Acute “incarceritis” turns into a bigger problem. California man arrested for drug possession complains of a “medical problem”. Gets taken to an emergency department for evaluation. Handcuffed to the stretcher and one of his arms is freed so that he can sign admission papers. Then grabs deputy’s gun. Shortly thereafter dies of one gunshot wound to the head.
Add this to my “[shudder]list.” When doctors look into a patient’s ear to see what is causing her ear to itch, what do they see smiling back a them?
German pediatricians warn mothers of newborns not to procure breast milk from over the internet … since you can’t trust the source of the milk. Doesn’t that apply to anything you purchase?
A comparison of health care systems under President Obama versus President Romney. Who comes out the winner?
Woman dies from overwhelming bacterial infection – possibly caused by being kissed by her dog.
Money that President Obama earmarked for research into “traditional” medical malpractice reforms has been “aimed at proving the obvious” – namely that as adverse events decline, so do the number of medical malpractice lawsuits. Oh well, at least only $23 million was wasted this time.
What hurts more — being stung by a scorpion or being stung by the $83,000 hospital bill for the treatment? Hospital charges $40,000 per dose of scorpion antivenom that can be purchased for $100 per dose in Mexican pharmacies.
Sliding further down the slippery slope of criminalizing medicine. Iowa pain clinic doctor charged with criminal acts for prescribing pain medications to patients who later died from overdoses. Iowa medical board alleges that he didn’t take enough precautions to make sure that the patients weren’t abusing the drugs.
Stock up on those pain pills now, folks. As prosecutors get more brazen with filing criminal charges, fewer and fewer doctors are going to want to take the chance of going to jail or losing their medical licence for helping patients in pain.
I’m sure that this policy will have a positive effect on the number of people willing to practice medicine in the Philippines. Any physician who practices in a field of medical specialization which is not within the scope of his or her specialization may face life imprisonment. Doctors may also be imprisoned for life if an “unqualified individual” whom the doctor is assisting causes a patient’s death.
Sad story from Nova Scotia. 23 year old woman has central line placed at hospital, but the needle was reportedly placed too deeply in the neck.

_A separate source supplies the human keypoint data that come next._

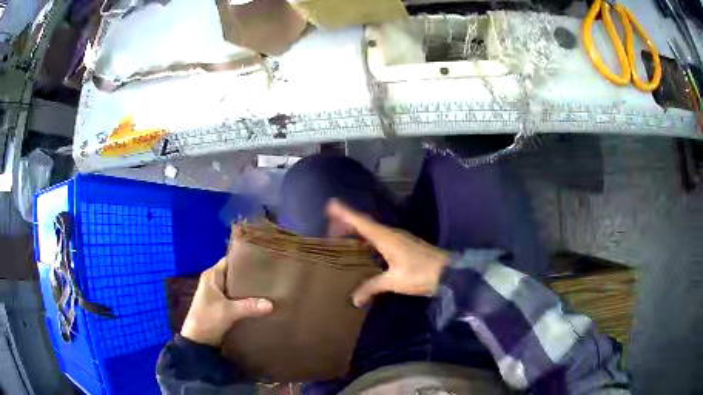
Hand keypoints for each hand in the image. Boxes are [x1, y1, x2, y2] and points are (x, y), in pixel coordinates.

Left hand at [180, 258, 272, 345]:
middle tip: (269, 276)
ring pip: (236, 287)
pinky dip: (245, 300)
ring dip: (248, 290)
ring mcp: (216, 294)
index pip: (230, 260)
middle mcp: (213, 282)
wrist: (198, 342)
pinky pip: (236, 298)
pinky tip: (259, 302)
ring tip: (268, 288)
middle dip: (249, 276)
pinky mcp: (220, 306)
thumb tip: (271, 304)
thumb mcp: (229, 312)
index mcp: (211, 276)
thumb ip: (249, 306)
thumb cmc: (208, 319)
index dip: (244, 260)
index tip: (262, 261)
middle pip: (234, 274)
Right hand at [326, 199, 449, 306]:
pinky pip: (379, 237)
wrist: (448, 272)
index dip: (345, 214)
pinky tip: (364, 248)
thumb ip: (373, 287)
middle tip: (330, 226)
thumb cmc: (421, 274)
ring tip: (342, 235)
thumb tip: (354, 299)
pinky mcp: (403, 244)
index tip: (331, 205)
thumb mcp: (395, 281)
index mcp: (386, 238)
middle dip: (347, 222)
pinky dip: (367, 238)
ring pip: (373, 230)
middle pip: (365, 223)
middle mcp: (391, 234)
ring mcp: (398, 238)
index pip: (362, 223)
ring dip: (357, 230)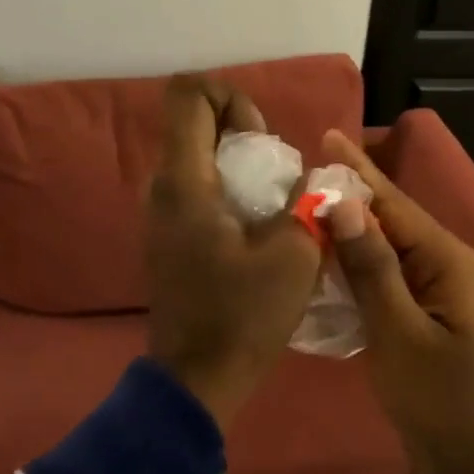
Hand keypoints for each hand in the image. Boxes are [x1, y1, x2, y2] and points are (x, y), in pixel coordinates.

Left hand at [146, 76, 321, 427]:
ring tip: (273, 203)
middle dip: (241, 132)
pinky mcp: (168, 236)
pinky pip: (197, 188)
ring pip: (197, 156)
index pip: (188, 94)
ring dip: (238, 164)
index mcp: (186, 181)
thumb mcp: (295, 255)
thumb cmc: (244, 316)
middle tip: (276, 174)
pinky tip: (256, 228)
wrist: (198, 378)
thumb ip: (309, 203)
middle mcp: (163, 187)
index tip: (261, 139)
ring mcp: (161, 213)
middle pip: (195, 122)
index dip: (230, 96)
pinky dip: (227, 189)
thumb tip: (312, 181)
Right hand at [323, 130, 473, 473]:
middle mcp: (443, 269)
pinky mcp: (422, 329)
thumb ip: (371, 268)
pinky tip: (319, 272)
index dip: (356, 170)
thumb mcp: (401, 334)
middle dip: (347, 198)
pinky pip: (383, 288)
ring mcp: (434, 301)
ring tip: (298, 214)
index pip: (393, 202)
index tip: (323, 136)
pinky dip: (352, 275)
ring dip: (346, 236)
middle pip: (389, 222)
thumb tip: (342, 203)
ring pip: (383, 256)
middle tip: (295, 177)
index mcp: (446, 260)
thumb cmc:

Vertebral artery was punctured twice and “ruptured,” causing her to have a stroke and to develop “locked in syndrome.” Fifteen years later, lawsuit was settled.
Will 4 out of 5 doctors be replaced by robots as this Wired article suggests? Doubt it. Then again, I bet at least some of it will come down to free market principles. Want to see RoboDoc as part of your included benefits, want to see a physician extender in the office for X deductible payment or want to see physician in the office for Y deductible payment?